Instructions for the task:
If a line in the entries below contains "dead", copy it.

Collected data entries
--------

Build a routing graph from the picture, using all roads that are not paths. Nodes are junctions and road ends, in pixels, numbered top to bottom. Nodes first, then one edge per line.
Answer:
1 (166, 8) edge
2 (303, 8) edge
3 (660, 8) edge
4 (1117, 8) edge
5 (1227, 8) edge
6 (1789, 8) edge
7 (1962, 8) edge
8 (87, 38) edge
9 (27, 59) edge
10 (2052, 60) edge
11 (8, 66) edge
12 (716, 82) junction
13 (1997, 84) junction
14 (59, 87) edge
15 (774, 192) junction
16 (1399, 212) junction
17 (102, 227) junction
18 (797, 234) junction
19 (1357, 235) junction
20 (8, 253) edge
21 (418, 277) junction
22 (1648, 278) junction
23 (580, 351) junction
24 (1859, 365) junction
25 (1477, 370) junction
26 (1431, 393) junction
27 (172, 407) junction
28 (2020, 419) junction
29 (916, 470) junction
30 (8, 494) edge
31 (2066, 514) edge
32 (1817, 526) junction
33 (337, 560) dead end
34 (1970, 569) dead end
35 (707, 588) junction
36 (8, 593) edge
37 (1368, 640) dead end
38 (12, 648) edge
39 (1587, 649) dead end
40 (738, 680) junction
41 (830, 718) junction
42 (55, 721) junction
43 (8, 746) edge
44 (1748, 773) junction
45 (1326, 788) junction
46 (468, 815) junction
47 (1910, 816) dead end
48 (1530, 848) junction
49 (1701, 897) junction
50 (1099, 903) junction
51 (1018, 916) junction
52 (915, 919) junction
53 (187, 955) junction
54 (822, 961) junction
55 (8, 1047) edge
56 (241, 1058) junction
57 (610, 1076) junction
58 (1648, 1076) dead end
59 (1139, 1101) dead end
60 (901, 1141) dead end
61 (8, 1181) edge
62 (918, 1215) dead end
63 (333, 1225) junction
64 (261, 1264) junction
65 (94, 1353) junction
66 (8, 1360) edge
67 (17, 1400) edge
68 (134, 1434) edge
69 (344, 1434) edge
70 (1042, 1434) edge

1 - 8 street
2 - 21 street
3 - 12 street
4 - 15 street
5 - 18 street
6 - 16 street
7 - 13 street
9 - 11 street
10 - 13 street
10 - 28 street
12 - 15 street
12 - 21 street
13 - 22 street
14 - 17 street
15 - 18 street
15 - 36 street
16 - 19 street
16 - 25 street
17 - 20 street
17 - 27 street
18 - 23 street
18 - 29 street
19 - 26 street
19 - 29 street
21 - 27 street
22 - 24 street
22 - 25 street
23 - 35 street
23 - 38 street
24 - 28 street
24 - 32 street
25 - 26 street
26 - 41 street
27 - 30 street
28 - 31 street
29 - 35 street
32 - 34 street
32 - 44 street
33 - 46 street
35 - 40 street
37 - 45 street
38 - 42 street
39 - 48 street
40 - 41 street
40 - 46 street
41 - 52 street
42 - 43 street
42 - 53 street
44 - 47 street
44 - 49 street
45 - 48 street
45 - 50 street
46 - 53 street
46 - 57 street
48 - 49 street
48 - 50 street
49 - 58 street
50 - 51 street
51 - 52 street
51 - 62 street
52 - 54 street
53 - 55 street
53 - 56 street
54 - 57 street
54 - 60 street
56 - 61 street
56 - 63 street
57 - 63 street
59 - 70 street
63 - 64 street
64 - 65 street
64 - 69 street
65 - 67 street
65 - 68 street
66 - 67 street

--------

Solution to this task:
33 (337, 560) dead end
34 (1970, 569) dead end
37 (1368, 640) dead end
39 (1587, 649) dead end
47 (1910, 816) dead end
58 (1648, 1076) dead end
59 (1139, 1101) dead end
60 (901, 1141) dead end
62 (918, 1215) dead end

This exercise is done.